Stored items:
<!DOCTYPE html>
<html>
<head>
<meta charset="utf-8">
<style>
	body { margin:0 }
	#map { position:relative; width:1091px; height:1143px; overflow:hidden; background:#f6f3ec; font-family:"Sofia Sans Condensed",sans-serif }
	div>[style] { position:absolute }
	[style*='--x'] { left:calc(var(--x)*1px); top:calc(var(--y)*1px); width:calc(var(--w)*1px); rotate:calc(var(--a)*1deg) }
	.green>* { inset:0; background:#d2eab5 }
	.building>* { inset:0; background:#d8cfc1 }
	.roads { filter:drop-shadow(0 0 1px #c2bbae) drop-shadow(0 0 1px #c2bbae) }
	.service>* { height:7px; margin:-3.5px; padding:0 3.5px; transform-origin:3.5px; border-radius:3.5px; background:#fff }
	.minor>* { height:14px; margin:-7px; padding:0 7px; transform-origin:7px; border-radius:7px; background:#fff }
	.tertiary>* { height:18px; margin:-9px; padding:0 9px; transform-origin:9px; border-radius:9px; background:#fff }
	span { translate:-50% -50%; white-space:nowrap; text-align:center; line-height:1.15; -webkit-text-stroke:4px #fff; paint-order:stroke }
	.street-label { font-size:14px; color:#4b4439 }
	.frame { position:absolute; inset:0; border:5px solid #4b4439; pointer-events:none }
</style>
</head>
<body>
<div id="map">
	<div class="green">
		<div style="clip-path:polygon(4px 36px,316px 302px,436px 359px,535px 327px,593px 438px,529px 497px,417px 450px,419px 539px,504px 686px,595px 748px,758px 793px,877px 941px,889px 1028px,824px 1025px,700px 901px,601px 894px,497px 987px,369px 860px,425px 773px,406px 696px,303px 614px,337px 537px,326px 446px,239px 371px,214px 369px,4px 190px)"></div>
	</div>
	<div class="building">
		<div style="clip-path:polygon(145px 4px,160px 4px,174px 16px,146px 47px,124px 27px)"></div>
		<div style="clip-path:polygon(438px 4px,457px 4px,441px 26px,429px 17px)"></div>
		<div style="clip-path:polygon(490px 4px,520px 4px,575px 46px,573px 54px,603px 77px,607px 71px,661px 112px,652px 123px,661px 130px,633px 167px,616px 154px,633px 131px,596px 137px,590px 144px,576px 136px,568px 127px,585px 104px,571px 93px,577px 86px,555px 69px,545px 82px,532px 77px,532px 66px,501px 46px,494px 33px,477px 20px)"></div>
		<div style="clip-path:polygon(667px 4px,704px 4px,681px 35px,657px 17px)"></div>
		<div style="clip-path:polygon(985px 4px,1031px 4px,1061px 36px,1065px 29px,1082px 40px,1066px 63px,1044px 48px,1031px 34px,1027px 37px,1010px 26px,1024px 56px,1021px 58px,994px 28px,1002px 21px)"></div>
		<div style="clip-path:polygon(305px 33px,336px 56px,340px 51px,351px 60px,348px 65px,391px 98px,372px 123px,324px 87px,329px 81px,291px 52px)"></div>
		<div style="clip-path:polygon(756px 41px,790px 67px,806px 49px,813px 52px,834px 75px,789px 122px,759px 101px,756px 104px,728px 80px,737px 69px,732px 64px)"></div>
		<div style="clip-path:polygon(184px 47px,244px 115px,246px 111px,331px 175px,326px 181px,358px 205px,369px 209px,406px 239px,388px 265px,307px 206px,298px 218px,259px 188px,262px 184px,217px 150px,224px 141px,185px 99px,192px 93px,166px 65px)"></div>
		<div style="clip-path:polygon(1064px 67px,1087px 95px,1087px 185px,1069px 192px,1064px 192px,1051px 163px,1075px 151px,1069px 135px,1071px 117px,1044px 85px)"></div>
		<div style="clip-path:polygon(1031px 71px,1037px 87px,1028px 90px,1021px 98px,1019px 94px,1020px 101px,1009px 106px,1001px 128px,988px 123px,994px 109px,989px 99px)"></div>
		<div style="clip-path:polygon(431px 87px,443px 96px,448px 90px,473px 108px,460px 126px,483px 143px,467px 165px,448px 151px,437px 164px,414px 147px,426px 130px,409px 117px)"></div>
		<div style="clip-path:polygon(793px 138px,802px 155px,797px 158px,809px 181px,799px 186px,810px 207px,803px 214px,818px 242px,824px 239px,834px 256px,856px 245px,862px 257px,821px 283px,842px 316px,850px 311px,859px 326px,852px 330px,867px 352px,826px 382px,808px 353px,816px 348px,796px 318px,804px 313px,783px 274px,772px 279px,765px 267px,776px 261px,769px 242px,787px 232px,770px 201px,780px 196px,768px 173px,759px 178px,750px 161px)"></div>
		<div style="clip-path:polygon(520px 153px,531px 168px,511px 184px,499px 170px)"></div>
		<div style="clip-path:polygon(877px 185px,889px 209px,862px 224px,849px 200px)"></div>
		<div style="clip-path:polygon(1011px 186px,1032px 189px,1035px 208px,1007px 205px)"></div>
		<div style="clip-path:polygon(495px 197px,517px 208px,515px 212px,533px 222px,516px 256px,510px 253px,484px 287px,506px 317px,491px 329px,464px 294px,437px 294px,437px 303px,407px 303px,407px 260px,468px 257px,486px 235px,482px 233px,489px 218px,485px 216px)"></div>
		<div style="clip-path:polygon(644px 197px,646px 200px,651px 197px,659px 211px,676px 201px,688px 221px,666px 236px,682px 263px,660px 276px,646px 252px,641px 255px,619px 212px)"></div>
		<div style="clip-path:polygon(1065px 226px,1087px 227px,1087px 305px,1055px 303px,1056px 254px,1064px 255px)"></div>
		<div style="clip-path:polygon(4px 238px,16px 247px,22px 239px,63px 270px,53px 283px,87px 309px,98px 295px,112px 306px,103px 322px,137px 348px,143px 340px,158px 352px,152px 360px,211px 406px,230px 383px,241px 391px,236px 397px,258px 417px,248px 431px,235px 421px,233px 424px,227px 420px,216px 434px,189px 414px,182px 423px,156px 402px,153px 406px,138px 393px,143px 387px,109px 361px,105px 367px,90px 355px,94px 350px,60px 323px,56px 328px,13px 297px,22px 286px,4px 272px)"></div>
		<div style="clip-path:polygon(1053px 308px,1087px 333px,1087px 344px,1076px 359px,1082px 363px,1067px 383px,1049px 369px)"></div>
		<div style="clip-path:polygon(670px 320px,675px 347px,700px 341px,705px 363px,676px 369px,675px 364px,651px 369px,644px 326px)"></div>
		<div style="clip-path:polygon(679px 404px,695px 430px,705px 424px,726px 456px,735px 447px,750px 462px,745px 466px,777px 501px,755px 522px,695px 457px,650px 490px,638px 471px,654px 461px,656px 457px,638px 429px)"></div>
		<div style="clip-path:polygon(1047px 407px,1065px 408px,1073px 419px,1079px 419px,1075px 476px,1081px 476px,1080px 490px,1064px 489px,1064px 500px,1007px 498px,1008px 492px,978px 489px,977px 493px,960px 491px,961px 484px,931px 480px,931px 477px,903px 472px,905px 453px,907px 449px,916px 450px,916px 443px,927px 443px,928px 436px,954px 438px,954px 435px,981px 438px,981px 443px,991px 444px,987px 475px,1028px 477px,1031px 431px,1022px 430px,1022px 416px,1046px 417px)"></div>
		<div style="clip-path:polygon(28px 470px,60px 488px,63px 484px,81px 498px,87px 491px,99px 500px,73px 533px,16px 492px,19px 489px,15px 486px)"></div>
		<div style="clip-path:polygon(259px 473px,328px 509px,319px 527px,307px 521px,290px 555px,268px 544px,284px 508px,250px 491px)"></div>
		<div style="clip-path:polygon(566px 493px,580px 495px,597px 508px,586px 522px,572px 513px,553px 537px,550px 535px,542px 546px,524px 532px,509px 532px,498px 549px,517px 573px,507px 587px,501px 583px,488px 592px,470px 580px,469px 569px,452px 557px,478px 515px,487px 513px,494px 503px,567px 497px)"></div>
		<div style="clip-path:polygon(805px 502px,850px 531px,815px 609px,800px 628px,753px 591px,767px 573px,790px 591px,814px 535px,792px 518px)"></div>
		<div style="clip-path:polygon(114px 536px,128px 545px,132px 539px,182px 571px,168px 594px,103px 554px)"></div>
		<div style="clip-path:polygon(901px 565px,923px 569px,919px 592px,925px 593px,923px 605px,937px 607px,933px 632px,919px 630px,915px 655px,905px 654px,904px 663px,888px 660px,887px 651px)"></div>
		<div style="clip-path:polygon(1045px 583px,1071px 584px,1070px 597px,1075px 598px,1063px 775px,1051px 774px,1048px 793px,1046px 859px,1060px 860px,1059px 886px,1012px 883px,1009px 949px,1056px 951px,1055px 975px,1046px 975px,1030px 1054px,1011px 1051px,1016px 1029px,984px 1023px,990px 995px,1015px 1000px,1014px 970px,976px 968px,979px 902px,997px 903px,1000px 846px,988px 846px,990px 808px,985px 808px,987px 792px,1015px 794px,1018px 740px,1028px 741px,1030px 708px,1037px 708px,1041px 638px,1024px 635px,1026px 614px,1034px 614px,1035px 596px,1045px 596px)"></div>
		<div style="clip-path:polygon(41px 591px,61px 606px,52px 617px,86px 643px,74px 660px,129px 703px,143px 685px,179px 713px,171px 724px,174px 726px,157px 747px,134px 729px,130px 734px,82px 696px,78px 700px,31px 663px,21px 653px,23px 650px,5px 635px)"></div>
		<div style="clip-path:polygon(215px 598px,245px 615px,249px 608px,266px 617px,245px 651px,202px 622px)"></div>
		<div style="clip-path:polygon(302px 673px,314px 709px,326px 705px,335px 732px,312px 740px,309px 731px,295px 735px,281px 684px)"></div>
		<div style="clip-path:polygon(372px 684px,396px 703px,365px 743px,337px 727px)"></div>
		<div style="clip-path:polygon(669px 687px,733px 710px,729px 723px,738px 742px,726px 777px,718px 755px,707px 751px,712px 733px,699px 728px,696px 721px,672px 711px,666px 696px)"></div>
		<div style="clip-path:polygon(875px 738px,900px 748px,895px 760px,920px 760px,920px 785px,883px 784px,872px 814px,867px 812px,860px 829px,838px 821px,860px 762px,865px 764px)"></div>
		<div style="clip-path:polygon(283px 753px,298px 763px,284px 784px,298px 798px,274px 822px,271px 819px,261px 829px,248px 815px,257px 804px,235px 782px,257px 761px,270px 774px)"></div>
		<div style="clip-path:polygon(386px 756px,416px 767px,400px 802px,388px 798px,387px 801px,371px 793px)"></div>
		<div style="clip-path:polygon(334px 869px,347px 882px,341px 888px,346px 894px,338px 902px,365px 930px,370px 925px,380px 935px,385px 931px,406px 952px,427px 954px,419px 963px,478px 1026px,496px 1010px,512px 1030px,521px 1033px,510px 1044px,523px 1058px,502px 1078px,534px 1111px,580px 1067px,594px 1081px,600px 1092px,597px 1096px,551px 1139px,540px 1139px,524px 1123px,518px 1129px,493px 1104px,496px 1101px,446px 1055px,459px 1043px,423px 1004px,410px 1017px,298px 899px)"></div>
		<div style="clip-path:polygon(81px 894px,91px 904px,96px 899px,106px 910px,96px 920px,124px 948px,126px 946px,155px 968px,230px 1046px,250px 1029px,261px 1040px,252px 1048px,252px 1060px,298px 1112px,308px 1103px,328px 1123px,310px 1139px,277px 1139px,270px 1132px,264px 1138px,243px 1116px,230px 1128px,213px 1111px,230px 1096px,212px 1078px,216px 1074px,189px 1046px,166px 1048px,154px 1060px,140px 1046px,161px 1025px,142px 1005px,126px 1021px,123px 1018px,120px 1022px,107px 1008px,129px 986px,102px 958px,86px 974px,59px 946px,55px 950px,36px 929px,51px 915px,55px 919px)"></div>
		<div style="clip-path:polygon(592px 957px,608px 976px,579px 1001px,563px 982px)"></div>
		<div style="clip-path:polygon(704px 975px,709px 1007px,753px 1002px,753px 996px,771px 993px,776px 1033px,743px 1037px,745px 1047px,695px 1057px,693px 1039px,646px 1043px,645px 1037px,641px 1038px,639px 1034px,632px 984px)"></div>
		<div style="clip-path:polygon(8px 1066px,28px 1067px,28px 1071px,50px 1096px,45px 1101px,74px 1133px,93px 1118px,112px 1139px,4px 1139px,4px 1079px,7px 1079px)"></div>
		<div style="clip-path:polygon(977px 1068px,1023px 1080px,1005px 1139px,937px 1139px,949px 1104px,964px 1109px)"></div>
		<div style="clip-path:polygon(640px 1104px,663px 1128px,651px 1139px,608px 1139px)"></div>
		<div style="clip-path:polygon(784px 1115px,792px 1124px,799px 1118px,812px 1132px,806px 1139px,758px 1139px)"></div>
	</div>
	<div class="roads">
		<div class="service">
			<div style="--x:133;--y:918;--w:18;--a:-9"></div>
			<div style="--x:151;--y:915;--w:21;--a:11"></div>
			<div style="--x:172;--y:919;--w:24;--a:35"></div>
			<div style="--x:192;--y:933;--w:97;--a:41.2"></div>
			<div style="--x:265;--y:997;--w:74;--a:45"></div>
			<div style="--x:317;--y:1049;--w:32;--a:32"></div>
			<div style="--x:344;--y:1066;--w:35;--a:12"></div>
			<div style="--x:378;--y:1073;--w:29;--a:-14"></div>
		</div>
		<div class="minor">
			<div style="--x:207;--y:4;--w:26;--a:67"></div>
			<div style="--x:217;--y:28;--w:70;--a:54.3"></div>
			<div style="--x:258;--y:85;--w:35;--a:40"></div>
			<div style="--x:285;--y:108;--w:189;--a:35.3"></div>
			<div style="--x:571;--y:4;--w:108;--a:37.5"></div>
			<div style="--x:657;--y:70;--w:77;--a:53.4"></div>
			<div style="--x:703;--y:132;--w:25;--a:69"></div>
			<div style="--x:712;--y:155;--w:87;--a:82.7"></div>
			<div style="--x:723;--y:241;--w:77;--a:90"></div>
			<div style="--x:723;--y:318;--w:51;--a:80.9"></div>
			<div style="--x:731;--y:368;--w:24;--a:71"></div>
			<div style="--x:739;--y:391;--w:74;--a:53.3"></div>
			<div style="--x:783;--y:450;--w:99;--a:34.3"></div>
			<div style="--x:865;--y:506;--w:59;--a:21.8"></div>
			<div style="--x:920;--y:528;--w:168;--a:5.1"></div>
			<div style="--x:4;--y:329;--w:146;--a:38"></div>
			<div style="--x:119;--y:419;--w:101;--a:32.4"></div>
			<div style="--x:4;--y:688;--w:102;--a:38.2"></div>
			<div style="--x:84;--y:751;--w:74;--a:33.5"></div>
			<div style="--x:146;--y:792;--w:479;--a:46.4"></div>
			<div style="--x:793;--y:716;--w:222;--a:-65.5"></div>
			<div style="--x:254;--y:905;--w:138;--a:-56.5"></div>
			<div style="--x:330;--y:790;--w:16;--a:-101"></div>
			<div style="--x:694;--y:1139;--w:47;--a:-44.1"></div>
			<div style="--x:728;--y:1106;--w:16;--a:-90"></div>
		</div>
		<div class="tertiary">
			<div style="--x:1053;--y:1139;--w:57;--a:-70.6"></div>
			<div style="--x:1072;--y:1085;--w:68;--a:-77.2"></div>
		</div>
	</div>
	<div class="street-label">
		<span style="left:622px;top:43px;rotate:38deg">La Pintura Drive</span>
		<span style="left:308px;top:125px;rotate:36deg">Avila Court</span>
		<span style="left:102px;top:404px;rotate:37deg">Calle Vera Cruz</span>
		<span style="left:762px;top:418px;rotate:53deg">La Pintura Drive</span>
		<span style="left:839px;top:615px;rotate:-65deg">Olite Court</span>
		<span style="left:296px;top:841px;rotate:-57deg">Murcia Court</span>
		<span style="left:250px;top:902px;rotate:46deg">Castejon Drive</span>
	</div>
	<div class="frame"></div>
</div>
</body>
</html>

WORK INSTRUCTION
Using the entries above, repeat only the lines from the one containing "height:14px; margin:-7px; padding:0" through the one containing "4px,520px 4px,575px 46px,573px", end lines included.

EXERCISE RESPONSE
	.minor>* { height:14px; margin:-7px; padding:0 7px; transform-origin:7px; border-radius:7px; background:#fff }
	.tertiary>* { height:18px; margin:-9px; padding:0 9px; transform-origin:9px; border-radius:9px; background:#fff }
	span { translate:-50% -50%; white-space:nowrap; text-align:center; line-height:1.15; -webkit-text-stroke:4px #fff; paint-order:stroke }
	.street-label { font-size:14px; color:#4b4439 }
	.frame { position:absolute; inset:0; border:5px solid #4b4439; pointer-events:none }
</style>
</head>
<body>
<div id="map">
	<div class="green">
		<div style="clip-path:polygon(4px 36px,316px 302px,436px 359px,535px 327px,593px 438px,529px 497px,417px 450px,419px 539px,504px 686px,595px 748px,758px 793px,877px 941px,889px 1028px,824px 1025px,700px 901px,601px 894px,497px 987px,369px 860px,425px 773px,406px 696px,303px 614px,337px 537px,326px 446px,239px 371px,214px 369px,4px 190px)"></div>
	</div>
	<div class="building">
		<div style="clip-path:polygon(145px 4px,160px 4px,174px 16px,146px 47px,124px 27px)"></div>
		<div style="clip-path:polygon(438px 4px,457px 4px,441px 26px,429px 17px)"></div>
		<div style="clip-path:polygon(490px 4px,520px 4px,575px 46px,573px 54px,603px 77px,607px 71px,661px 112px,652px 123px,661px 130px,633px 167px,616px 154px,633px 131px,596px 137px,590px 144px,576px 136px,568px 127px,585px 104px,571px 93px,577px 86px,555px 69px,545px 82px,532px 77px,532px 66px,501px 46px,494px 33px,477px 20px)"></div>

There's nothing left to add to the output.